DOSSIER #8<!--sizec--><!--/sizec-->

Le groupe de Portzamparc s'approchait par une étroite arrière-cour, à laquelle on accédait par un étroit passage entre deux petits restaurants. Après avoir couru, les policiers suaient dans leur lourd équipement d'assaut. Et surtout, la vie des otages allait dépendre de leur capacité d'intervention. Portzamparc avait déjà participé à de tels groupes, non seulement chez les Pandores mais déjà sur Forge, pendant la guerre contre les Kargarliens.
C'était la première que lui menait groupe.
Il faisait déjà presque nuit. Les becs de gaz donnaient une lumière plus forte. Des chats miaulaient près des poubelles. Portzamparc s'était approché et risqua un coup d'oeil en se découvrant : il aperçut une silhouette armée, qui gardait la porte arrière.
Il fit quelques signes convenus à ses hommes puis il arma son révolver. A la guerre comme à la guerre...
Il visa la tête de l'homme dans la bijouterie. La détonation partit, au même moment les Pandores couraient et enfonçaient la porte. Portzamparc courut derrière eux. De l'autre côté, par le devant, les Pandores entraient avec Lanvin. Portzamparc enjamba le corps du braqueur, qui avait reçu la balle dans la joue. Il y eut un moment de confusion. Les Pandores se battaient, tapaient à coups de bâtons, des tirs partaient. Des otages hurlaient, étaient happés dans la rue, couraient se protéger. Des cris, des jets de sang. Portzamparc se faisait prendre à la gorge mais un Pandore venait à son secours, l'étreinte se relâchait. Encore des coups de feu.
De l'air frais entrait.
Gémissements des braqueurs qu'on ligotait.
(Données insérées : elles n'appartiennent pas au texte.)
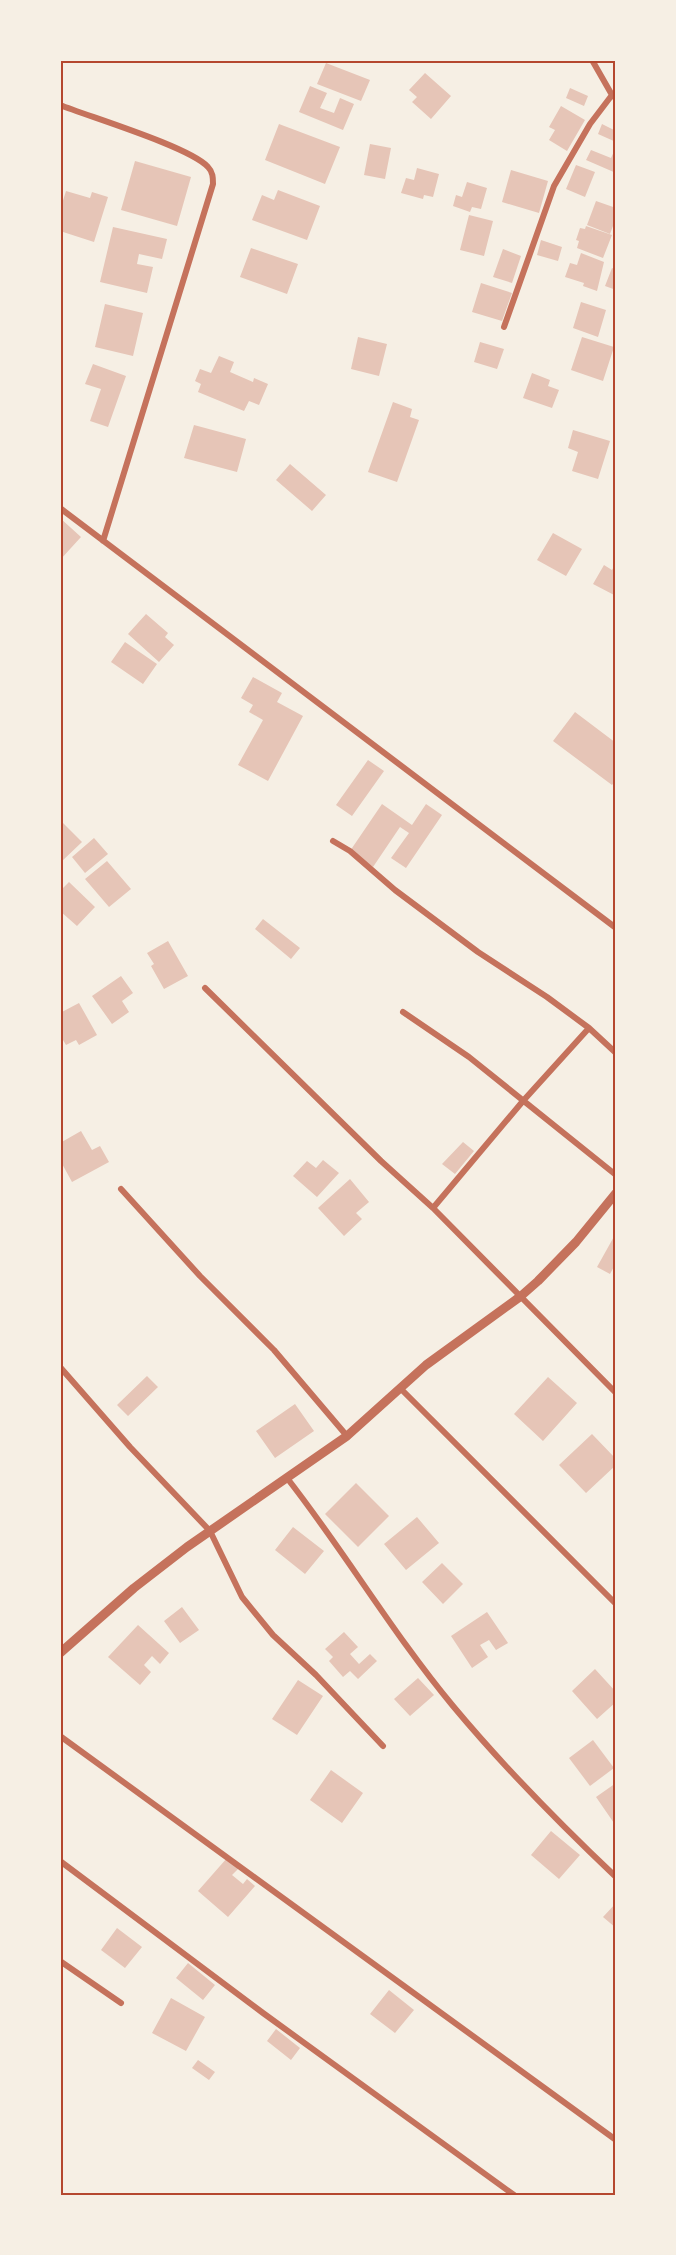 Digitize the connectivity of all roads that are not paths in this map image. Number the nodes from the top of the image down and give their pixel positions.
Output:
1 (592, 60) edge
2 (614, 96) edge
3 (60, 105) edge
4 (504, 327) dead end
5 (60, 508) edge
6 (103, 542) junction
7 (333, 841) dead end
8 (616, 928) edge
9 (205, 988) dead end
10 (403, 1012) dead end
11 (589, 1028) junction
12 (616, 1053) edge
13 (523, 1101) junction
14 (616, 1175) edge
15 (121, 1189) dead end
16 (616, 1193) edge
17 (433, 1208) junction
18 (521, 1296) junction
19 (60, 1367) edge
20 (400, 1388) junction
21 (616, 1393) edge
22 (347, 1436) junction
23 (287, 1478) junction
24 (210, 1531) junction
25 (616, 1604) edge
26 (60, 1653) edge
27 (60, 1736) edge
28 (383, 1746) dead end
29 (60, 1861) edge
30 (616, 1876) edge
31 (60, 1961) edge
32 (121, 2003) dead end
33 (616, 2140) edge
34 (514, 2195) edge

1 - 2 street
2 - 4 street
3 - 6 street
5 - 6 street
6 - 8 street
7 - 11 street
9 - 17 street
10 - 13 street
11 - 12 street
11 - 13 street
13 - 14 street
13 - 17 street
15 - 22 street
16 - 18 street
17 - 18 street
18 - 20 street
18 - 21 street
19 - 24 street
20 - 22 street
20 - 25 street
22 - 23 street
23 - 24 street
23 - 30 street
24 - 26 street
24 - 28 street
27 - 33 street
29 - 34 street
31 - 32 street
Un autre agonisait, secoué de soubresauts nerveux, crachant du sang, à chaque hoquet.

Portzamparc ressortait dans le faux jour de la rue, sous la bruine, et retirait son casque, les cheveux trempés. Il respirait enfin.
- Bien joué, petit.
Lanvin lui proposait une cigarette ; Portzamparc refusa, il ne fumait pas.
Les Pandores ressortaient les survivants.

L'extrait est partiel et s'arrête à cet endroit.